Ruskin eventually sold the painting in 1872 to be exhibited at the Metropolitan Museum of Art in New York, where it sparked public interest after Ruskin's publication, and became highly regarded for its atmospheric effects. However, in effect of this attention to solely the aestheticism of the piece over the subject matter, this reaction also generated backlash among critics. As one New York Times critic wrote: "It is the great artists vision of a slaver in peril at sea that the average art pilgrim looks for. He finds only a miracle of light and color."

After The Slave Ship was put on auction in 1876, Alice Hooper purchased it and put it on display at the Museum of Fine Arts in Boston, where it is displayed today. The painting was featured independently in the main gallery of the museum and accompanied by handouts of Ruskin's famous essay and a museum curated description that related the visible attributes of the piece to the history of the slave trade and the abolitionist context that underlies it. As viewers gained a greater understanding of the historic and ethical themes behind Turner's painting, audiences began to consider whether the aesthetic treatment of the subject was appropriate.

=== Ethical dilemma ===

As demonstrated by the general response to the piece when exhibited at the Metropolitan Museum of Art, the aestheticism of the landscape and marginalisation of identifying details of the Zong incident could lead viewers to overlook its historical reference entirely. Many critics since have addressed this dilemma, discussing whether the aesthetic effects of The Slave Ship interfere with the subject matter or appropriately augments it. Those who believe the piece's style reinforces its message argue that the sublime features of the overpowering ocean and oncoming typhoon comment upon the horrors of the slave trade. According to this view, the configuration of the figures in the foreground forces the viewer to face the drowning slaves. As the art critic and professor George Landow explains, "the very closeness of the dying slaves to the spectator [incites the] recognition that the nature which will justly punish the ship is the same nature that is already unjustly devouring the ship's innocent victims." The atmospheric effects can also be interpreted as heightening the premonition of the slave ship's demise, and thus the abolition of slavery entirely.

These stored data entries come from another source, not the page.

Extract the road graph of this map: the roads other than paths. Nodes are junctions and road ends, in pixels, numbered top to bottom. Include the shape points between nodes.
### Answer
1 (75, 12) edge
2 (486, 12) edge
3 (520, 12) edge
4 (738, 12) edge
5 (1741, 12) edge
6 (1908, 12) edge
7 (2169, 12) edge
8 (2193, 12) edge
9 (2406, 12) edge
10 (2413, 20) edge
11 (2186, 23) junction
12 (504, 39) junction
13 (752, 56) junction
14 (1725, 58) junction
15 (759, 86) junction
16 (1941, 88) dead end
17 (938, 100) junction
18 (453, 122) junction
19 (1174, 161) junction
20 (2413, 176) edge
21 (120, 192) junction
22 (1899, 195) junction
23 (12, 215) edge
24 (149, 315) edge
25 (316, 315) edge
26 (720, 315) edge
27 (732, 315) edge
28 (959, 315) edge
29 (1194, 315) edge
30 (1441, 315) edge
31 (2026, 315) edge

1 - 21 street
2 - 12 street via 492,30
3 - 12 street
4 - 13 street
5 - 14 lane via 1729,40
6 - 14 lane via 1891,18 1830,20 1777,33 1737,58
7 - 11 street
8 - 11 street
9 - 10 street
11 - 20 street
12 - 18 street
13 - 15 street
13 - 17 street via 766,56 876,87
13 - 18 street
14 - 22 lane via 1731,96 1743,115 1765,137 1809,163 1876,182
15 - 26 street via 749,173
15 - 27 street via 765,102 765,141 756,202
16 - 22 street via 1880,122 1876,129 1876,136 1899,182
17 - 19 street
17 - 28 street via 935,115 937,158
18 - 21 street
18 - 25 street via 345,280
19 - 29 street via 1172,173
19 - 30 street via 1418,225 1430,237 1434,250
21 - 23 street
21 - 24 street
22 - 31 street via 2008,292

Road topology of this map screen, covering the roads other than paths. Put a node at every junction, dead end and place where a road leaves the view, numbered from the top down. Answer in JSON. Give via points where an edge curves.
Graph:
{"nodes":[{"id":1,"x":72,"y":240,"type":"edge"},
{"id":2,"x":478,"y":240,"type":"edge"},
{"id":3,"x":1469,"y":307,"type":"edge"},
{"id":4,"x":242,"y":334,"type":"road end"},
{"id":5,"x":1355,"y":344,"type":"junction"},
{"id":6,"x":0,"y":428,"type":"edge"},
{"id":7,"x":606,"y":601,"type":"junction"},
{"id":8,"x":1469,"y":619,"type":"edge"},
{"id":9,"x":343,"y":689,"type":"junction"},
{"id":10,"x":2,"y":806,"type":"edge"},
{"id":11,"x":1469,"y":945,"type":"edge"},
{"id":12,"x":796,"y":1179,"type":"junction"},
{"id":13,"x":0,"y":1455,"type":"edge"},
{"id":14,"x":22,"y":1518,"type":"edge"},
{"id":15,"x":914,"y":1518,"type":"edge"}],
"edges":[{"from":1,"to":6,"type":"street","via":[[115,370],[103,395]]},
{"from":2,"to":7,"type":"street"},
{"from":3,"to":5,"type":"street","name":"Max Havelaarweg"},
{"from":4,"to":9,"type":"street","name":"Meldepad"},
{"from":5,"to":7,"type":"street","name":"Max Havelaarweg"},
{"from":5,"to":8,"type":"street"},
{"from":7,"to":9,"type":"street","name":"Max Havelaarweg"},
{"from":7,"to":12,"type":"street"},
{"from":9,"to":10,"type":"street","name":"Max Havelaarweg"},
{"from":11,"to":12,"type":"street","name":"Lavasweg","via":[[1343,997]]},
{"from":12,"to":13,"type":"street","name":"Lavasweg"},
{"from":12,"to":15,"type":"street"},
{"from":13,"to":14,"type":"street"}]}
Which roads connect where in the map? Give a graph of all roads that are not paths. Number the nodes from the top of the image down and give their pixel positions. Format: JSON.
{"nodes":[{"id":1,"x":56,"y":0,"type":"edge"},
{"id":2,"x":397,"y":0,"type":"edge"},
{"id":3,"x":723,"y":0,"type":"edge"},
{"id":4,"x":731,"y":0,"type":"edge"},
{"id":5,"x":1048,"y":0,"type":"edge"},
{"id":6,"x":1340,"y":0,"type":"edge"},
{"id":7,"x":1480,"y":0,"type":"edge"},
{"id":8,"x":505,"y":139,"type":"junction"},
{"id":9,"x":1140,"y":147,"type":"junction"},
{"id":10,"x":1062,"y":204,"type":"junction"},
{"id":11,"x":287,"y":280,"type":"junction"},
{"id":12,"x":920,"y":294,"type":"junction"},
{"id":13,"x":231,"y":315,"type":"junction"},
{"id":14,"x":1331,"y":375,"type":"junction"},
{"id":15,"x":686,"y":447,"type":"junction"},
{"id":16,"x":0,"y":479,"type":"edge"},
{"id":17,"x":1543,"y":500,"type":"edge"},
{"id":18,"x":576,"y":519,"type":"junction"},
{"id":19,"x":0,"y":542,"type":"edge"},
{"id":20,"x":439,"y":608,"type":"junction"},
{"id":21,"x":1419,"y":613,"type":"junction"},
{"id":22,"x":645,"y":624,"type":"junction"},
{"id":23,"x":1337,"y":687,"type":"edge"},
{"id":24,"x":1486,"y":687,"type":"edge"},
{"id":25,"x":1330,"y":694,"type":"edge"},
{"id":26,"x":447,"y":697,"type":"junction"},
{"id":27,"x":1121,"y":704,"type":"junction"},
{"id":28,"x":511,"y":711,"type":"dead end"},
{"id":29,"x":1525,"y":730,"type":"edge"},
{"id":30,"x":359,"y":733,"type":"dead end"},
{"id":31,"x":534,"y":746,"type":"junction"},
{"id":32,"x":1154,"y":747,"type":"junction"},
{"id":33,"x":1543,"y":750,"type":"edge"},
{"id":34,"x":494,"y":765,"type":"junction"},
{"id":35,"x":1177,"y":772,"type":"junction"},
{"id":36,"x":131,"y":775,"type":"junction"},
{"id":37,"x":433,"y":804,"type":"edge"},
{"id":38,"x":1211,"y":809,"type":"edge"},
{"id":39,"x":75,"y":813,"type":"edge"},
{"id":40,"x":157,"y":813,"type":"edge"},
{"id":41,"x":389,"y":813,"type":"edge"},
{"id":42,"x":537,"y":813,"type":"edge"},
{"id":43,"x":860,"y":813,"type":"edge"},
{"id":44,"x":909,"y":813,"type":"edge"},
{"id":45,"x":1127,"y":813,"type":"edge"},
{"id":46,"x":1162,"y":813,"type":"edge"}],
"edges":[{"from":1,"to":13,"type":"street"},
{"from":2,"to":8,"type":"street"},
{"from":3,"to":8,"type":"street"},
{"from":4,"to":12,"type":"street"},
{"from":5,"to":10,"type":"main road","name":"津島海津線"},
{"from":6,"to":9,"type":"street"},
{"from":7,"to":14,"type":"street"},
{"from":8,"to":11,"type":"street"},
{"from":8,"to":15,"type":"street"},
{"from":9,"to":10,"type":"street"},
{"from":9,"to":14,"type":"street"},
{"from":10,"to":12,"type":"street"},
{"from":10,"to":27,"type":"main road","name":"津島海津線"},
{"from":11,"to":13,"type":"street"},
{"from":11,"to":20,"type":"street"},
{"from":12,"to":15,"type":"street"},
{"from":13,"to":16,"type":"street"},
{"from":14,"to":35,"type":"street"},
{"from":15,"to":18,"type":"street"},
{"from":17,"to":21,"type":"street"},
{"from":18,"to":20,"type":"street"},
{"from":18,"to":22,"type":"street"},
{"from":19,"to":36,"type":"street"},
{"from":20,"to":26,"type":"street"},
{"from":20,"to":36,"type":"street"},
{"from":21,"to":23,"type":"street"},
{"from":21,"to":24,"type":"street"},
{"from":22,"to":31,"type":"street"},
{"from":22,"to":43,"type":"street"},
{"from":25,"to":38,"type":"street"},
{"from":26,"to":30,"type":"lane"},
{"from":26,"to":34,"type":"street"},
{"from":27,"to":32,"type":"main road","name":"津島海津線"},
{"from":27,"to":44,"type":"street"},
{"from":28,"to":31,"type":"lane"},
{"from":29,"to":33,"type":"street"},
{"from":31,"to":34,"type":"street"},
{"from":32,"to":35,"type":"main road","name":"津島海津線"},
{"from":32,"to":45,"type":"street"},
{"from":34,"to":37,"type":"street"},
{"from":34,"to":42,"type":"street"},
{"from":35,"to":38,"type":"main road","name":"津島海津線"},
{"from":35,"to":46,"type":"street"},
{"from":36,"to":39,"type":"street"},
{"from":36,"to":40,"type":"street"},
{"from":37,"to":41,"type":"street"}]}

On the other hand, some critics argue that the aesthetic aspects of the scene dominate the viewer's attention, and the work appropriates the tragic event for artistic pleasure. One critic, Tobias Döring, argued that "the terrors of the [slave] trade have become transfigured as aesthetic objects produced for the delegation of spectators [and] establishing covert complicity between terror and the connoisseur." According to Döring, "aesthetics are bound to politics, in this case to the ideologies of colonialism, which allow the death of slaves to be depicted in a sublime style as they are transformed into the occluded and incomprehensible 'other', inspiring terror in the eyes of the beholder. In this sense, any notion of a decolonized aesthetic is doomed since our very notion of what constitutes the sublime has been forged within a context whereby imperialism imaginatively obscures and distances otherness or alterity".

== Legacy ==

The painting inspired David Dabydeen's 1994 longform poem, Turner.

In 2006 the painting was the focus of episode 5 in the eight-part BBC TV mini-series Simon Schama's Power of Art, broadcast by BBC Two.

In 2018 the unpublished poem extract Turner used to accompany the painting was used as the introduction to Lupe Fiasco's 2018 album Drogas Wave. The poem extract is read aloud on the opening track, "In the Event of a Typhoon".